Would you copy all lines in the data that contain the word "nodes"?

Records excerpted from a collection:
========

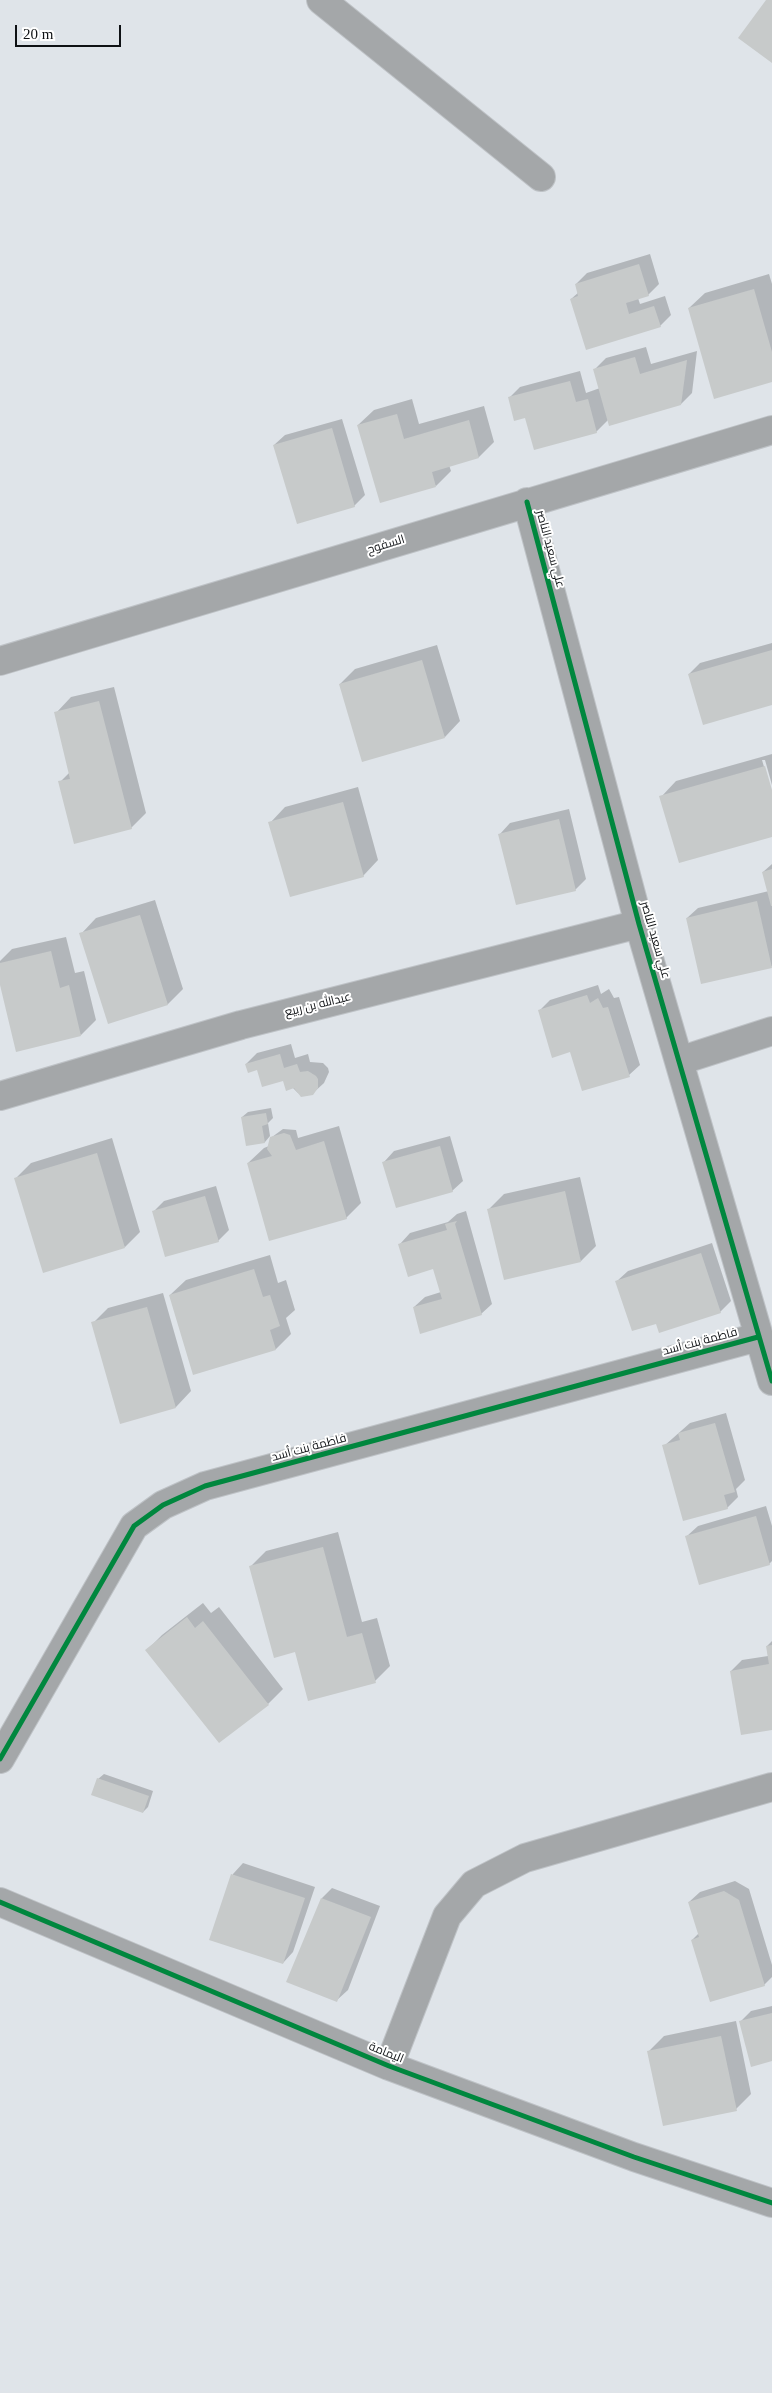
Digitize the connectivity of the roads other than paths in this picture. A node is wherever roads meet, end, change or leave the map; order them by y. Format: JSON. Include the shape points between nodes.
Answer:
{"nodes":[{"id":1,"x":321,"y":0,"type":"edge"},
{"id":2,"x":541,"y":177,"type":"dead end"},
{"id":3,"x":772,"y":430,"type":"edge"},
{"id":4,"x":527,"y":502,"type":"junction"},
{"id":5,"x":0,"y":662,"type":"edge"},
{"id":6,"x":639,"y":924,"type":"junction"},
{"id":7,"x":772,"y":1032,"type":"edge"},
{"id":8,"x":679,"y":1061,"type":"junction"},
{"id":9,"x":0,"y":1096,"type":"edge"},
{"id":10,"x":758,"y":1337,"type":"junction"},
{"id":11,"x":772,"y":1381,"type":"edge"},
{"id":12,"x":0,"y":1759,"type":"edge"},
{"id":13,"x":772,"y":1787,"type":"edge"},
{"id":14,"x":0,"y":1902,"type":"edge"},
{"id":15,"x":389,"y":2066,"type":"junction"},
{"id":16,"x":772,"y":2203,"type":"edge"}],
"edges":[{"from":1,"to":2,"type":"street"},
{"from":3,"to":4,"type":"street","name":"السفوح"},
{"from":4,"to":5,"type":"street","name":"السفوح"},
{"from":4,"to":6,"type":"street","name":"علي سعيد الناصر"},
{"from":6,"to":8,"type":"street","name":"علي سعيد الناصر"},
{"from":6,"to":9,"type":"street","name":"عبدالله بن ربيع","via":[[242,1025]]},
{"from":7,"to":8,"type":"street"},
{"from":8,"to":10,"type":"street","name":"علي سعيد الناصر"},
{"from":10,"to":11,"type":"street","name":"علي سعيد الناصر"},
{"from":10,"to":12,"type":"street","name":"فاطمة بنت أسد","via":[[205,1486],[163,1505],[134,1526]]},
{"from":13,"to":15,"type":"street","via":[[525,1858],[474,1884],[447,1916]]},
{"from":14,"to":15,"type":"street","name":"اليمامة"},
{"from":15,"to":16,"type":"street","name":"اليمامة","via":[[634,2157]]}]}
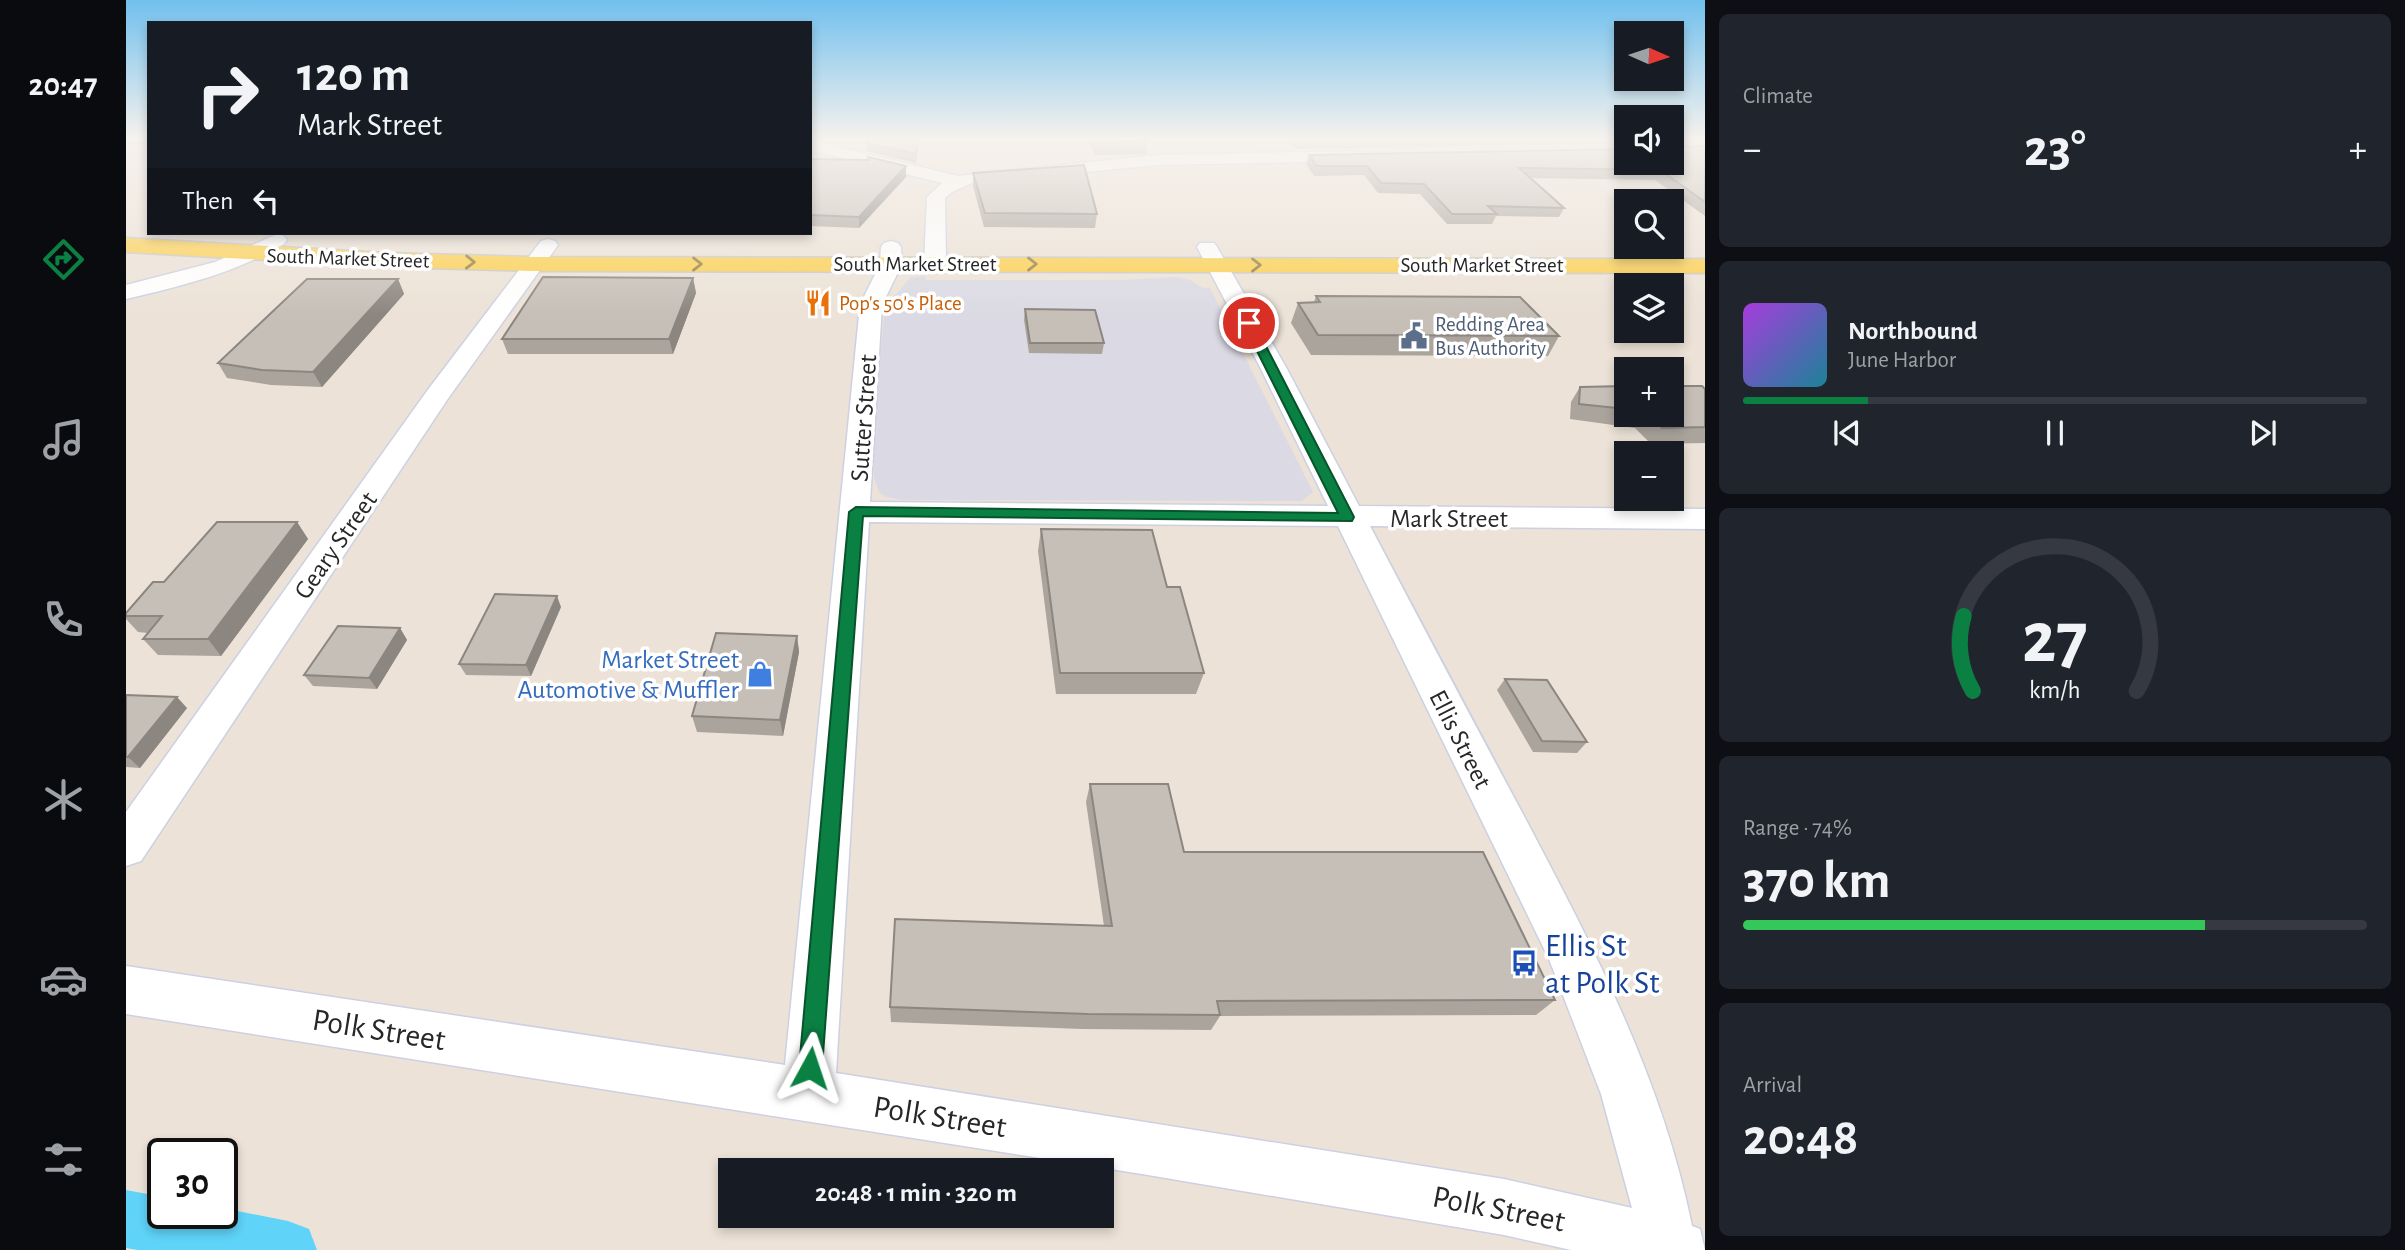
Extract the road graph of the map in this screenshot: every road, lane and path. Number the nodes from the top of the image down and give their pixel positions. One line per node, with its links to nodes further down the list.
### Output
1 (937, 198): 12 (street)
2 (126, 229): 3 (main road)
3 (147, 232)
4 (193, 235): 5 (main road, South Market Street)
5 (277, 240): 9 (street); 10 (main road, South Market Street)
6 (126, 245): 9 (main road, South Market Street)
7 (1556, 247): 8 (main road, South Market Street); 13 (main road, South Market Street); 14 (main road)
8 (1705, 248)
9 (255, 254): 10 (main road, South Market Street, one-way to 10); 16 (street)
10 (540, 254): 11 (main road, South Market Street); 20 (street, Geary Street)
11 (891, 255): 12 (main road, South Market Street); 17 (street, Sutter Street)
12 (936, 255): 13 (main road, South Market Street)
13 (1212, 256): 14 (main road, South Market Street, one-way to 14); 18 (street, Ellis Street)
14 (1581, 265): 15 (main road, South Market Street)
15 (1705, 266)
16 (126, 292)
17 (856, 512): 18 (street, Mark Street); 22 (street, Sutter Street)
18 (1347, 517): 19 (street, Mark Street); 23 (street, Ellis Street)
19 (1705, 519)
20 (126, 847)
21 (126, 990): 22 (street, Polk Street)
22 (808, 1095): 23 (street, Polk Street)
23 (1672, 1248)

========

> **Answer for the task**:
Digitize the connectivity of the roads other than paths in this picture. A node is wherever roads meet, end, change or leave the map; order them by y. Format: JSON. Include the shape points between nodes.
{"nodes":[{"id":1,"x":321,"y":0,"type":"edge"},
Extract the road graph of the map in this screenshot: every road, lane and path. Number the nodes from the top of the image down and give their pixel positions. One line per node, with its links to nodes further down the list.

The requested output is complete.